--- REQUIREMENT ---
From the entries below, say how many lines carry the word "Bakanga", and give nothing but the number.

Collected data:
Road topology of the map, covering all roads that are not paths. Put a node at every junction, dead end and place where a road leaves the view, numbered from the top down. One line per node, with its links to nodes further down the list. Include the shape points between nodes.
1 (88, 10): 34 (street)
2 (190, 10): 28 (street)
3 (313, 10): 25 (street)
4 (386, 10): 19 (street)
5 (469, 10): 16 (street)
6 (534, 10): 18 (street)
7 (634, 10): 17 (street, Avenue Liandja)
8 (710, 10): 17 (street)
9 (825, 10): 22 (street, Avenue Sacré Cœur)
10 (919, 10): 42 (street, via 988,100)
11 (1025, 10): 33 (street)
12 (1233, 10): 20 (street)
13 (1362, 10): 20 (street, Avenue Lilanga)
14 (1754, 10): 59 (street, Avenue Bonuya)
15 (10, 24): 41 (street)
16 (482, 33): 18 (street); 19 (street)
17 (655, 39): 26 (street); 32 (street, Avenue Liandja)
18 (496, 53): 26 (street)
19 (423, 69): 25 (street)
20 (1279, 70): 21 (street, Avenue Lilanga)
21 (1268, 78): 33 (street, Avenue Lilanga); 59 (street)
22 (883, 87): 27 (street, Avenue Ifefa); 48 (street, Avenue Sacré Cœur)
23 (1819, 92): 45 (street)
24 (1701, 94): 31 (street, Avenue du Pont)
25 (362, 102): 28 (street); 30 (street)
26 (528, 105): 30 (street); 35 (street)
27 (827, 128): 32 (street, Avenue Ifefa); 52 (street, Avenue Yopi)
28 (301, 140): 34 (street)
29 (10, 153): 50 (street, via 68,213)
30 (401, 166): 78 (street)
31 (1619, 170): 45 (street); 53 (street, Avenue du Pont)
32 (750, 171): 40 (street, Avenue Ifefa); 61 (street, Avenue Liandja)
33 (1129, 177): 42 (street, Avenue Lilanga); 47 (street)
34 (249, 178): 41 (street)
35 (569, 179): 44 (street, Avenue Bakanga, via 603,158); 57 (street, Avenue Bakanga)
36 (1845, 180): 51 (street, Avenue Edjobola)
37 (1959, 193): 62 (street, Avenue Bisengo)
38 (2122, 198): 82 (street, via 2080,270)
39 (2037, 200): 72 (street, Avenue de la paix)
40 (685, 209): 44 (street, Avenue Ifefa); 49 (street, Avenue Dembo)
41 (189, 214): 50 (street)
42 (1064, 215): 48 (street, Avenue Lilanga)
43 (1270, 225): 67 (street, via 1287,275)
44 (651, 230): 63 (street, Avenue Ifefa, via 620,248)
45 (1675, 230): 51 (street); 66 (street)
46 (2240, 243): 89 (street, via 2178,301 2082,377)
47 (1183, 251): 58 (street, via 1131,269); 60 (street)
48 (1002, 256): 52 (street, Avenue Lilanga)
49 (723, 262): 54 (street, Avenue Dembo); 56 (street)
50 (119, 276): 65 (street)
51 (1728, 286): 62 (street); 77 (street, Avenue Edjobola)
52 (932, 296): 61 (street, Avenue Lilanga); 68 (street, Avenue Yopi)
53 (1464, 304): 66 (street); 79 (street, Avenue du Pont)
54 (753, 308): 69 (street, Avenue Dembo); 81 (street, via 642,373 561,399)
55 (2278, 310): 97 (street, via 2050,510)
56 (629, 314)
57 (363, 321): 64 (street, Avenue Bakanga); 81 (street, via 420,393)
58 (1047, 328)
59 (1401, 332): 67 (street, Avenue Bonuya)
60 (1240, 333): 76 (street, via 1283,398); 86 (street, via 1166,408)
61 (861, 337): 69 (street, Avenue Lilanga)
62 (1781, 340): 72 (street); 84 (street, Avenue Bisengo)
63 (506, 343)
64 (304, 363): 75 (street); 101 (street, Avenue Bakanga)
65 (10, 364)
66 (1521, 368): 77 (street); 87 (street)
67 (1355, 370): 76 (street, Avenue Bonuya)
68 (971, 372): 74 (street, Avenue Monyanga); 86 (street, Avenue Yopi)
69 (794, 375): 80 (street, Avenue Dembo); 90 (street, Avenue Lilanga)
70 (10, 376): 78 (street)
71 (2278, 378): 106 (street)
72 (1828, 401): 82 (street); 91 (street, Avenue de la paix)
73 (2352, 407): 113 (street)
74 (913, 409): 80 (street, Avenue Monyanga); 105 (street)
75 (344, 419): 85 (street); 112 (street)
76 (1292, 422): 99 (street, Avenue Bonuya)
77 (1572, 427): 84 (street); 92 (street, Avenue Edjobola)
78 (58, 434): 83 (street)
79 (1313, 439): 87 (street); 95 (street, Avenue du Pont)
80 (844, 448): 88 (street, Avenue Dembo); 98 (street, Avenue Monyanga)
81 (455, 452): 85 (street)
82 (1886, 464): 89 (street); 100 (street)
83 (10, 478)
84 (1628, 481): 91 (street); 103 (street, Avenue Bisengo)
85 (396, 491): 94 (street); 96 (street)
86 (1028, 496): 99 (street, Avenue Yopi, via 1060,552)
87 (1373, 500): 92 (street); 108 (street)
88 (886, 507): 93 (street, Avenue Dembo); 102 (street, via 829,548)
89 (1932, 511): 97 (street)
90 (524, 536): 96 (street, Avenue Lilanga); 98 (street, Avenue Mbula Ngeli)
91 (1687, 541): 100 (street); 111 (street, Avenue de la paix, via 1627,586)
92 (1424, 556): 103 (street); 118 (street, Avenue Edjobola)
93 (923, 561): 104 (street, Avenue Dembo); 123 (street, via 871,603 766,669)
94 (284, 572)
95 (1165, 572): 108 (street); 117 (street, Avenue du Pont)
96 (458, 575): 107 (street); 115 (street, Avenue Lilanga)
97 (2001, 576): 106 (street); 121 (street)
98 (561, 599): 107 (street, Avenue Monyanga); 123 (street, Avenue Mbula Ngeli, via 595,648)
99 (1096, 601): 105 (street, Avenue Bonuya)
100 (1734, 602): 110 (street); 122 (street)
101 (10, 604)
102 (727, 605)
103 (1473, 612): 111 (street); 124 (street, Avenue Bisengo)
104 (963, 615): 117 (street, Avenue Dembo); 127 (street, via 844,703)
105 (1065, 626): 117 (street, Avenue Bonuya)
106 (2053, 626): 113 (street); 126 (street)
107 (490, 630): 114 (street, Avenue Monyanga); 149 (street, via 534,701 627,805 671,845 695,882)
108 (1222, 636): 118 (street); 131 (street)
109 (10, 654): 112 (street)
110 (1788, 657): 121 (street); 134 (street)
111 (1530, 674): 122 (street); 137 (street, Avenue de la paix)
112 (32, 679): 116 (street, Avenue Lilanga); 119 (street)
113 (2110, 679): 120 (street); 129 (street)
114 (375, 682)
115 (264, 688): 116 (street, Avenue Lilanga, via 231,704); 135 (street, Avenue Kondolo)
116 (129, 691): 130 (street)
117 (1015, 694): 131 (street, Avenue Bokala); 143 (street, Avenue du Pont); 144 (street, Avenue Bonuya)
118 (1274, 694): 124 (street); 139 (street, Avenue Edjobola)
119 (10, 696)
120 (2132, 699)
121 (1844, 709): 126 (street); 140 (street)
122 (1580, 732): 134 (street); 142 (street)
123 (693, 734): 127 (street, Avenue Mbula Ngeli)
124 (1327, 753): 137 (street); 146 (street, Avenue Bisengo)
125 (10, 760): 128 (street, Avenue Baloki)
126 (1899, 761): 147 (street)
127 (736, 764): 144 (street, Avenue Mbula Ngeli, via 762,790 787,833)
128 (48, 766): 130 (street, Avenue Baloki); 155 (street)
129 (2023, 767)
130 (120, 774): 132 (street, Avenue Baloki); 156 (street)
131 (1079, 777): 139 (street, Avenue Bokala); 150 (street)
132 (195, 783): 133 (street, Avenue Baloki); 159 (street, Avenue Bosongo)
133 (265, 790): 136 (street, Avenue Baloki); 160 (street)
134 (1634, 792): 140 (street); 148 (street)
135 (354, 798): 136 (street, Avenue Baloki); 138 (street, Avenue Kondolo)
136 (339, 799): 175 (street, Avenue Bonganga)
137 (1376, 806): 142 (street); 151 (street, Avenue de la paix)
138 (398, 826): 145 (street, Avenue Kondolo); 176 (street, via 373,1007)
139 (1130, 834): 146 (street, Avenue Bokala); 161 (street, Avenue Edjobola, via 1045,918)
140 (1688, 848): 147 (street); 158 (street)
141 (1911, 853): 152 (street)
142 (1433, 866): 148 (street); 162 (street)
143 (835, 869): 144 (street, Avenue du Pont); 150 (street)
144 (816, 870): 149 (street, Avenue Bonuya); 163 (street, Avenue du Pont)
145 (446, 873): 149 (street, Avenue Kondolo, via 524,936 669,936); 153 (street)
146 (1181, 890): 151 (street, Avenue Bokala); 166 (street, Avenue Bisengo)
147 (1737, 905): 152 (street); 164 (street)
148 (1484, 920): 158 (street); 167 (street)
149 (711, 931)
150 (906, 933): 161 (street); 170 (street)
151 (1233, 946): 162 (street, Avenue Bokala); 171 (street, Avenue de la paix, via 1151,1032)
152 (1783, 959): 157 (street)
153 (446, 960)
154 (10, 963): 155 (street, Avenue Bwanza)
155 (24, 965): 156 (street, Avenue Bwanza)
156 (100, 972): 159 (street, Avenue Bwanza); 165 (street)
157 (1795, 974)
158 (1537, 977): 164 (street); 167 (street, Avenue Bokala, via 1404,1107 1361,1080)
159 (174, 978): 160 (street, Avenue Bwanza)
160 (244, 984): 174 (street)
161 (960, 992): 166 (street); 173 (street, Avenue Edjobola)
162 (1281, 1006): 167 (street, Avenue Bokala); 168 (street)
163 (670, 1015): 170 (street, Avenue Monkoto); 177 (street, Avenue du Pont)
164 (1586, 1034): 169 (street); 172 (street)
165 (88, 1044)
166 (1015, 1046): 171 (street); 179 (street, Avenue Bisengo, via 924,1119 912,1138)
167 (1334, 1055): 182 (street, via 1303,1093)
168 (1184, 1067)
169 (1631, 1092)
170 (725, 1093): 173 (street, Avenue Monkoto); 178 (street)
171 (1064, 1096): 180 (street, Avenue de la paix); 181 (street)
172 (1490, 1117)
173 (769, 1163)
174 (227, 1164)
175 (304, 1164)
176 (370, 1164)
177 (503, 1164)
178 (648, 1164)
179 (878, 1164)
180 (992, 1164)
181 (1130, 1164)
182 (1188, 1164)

--- RESULT BELOW ---
3